Heißer Winter für Europas Gasmarkt
Europas Gasmarkt steht vor einem angespannten Winter. Anfang September stieg der Gaspreis auf knapp 74 Euro je Megawattstunde und damit auf den höchsten Stand seit 2023. Alexis Bienvenu, Fondsmanager bei LFDE, sieht mehrere Faktoren, die für länger anhaltend hohe Preise sprechen – mit Folgen für Inflation, Zinsen und die Wettbewerbsfähigkeit der europäischen Industrie.

Gaspreis in Europa steigt
Seit Jahresbeginn 2026 folgt der europäische Gaspreis einem deutlichen Aufwärtstrend und liegt inzwischen über den Prognosen einiger Institutionen, darunter der Europäischen Zentralbank. Damit könnte auch die Inflation stärker ausfallen als bislang angenommen und der Druck auf die Zinsen steigen.
Ein wesentlicher Grund ist die weiterhin unsichere Lage an der Straße von Hormus. Vor dem Konflikt zwischen Iran und den USA wurden rund 20 % des weltweiten LNG-Handels durch die Meerenge transportiert. Zusätzliche Produktion in anderen Regionen gleicht nach Schätzungen der Internationalen Energieagentur lediglich rund 75 % der ausgefallenen Mengen aus. Auch bei einer dauerhaften Wiederöffnung bliebe die LNG-Produktion Katars zunächst eingeschränkt. Wichtige Anlagen wie der Komplex von Ras Laffan sind außer Betrieb, eine Normalisierung wird vor Beginn des Winters nicht erwartet.
Europas Speicher sind für den Winter zu schwach gefüllt
Zusätzlich liegen die europäischen Gasreserven deutlich unter ihrem üblichen Niveau. Anfang September waren die Speicher laut Gas Infrastructure Europe nur zu rund 65 % gefüllt, verglichen mit einem langfristigen Durchschnitt von etwa 88 %. Besonders angespannt ist die Lage in Deutschland, wo die Speicher nur knapp über 50 % gefüllt sind und die Industrie weiterhin stark von Gas abhängt.

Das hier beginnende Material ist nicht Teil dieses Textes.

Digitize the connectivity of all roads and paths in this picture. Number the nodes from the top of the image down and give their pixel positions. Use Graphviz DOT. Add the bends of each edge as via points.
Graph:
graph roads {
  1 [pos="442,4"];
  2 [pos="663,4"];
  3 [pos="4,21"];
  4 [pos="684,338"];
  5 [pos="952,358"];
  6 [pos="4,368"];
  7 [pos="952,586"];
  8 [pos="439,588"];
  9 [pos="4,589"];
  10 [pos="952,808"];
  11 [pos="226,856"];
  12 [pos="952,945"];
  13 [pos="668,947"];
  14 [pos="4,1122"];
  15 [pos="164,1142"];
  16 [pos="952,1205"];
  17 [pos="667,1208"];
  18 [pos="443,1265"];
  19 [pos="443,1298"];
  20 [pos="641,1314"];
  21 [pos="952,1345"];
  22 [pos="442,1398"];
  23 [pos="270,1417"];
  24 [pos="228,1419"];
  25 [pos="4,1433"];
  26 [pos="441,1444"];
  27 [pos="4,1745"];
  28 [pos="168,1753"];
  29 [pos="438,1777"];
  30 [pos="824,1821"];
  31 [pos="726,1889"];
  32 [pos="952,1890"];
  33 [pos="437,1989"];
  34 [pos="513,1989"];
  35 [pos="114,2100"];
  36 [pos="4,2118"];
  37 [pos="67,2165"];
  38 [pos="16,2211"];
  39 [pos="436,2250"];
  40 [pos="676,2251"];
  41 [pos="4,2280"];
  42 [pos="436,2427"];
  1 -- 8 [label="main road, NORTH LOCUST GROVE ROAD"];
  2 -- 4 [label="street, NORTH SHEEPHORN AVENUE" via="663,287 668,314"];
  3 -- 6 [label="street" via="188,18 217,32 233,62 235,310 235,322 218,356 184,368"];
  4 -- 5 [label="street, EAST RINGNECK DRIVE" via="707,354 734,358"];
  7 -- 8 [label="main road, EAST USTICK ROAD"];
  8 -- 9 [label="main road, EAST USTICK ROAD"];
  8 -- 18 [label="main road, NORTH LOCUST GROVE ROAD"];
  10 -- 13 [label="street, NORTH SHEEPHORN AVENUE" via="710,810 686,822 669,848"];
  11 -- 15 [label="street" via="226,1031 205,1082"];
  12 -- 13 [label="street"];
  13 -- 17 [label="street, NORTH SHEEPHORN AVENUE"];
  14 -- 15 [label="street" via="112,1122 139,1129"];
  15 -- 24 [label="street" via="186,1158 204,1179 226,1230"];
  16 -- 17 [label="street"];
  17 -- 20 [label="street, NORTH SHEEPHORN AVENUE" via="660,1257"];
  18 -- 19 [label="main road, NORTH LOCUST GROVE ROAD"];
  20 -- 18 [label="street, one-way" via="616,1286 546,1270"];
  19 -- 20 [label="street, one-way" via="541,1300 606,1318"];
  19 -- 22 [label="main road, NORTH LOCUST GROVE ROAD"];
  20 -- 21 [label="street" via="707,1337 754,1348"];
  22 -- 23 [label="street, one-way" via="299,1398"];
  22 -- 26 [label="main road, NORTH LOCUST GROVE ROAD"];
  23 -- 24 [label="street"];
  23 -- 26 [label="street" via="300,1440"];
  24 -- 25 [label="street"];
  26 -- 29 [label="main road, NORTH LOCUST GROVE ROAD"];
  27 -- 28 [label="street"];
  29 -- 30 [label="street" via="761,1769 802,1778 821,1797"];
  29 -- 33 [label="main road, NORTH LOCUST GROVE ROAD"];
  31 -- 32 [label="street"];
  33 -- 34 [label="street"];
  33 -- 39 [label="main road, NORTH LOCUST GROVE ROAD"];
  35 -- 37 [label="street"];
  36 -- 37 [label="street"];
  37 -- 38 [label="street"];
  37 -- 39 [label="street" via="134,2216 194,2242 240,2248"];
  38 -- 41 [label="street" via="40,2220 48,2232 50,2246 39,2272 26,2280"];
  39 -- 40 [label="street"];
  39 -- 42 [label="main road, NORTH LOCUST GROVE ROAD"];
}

Zu dem niedrigen Füllstand haben hohe Preise, Beschaffungsprobleme bei LNG aufgrund der Konkurrenz aus Asien und ein heißer Sommer mit höherem Gasverbrauch für die Stromerzeugung beigetragen. Auch die Wetterlage könnte den Druck weiter erhöhen: Ein starker El Niño könnte in Teilen des asiatisch-pazifischen Raums die Nachfrage nach Klimatisierung erhöhen und zugleich die Wasserkraftproduktion belasten. Damit würde sich der Wettbewerb um verfügbares LNG weiter verschärfen.
Gewinner und Verlierer eines angespannten Gasmarkts
Ein anhaltend angespannter Gasmarkt könnte die Inflation erhöhen und die Industrieproduktion belasten. Profitieren könnten laut Bienvenu unter anderem Kernkraft, erneuerbare Energien, Unternehmen im Bereich Elektrifizierung sowie US-Produzenten von LNG. Unter Druck geraten dürften dagegen insbesondere die europäische Chemie-, Düngemittel- und Stahlindustrie.
Neben dem Inflationsrisiko steht damit auch die Wettbewerbsfähigkeit Europas im Fokus. Während die USA beim Gas weitgehend selbstversorgt sind, bleibt Europa stark von LNG-Importen abhängig. Ein dauerhaft höheres Energiepreisniveau gegenüber den USA könnte die europäische Industrie weiter belasten. Nach der Energiekrise 2022 steht Europa damit erneut vor einer Bewährungsprobe.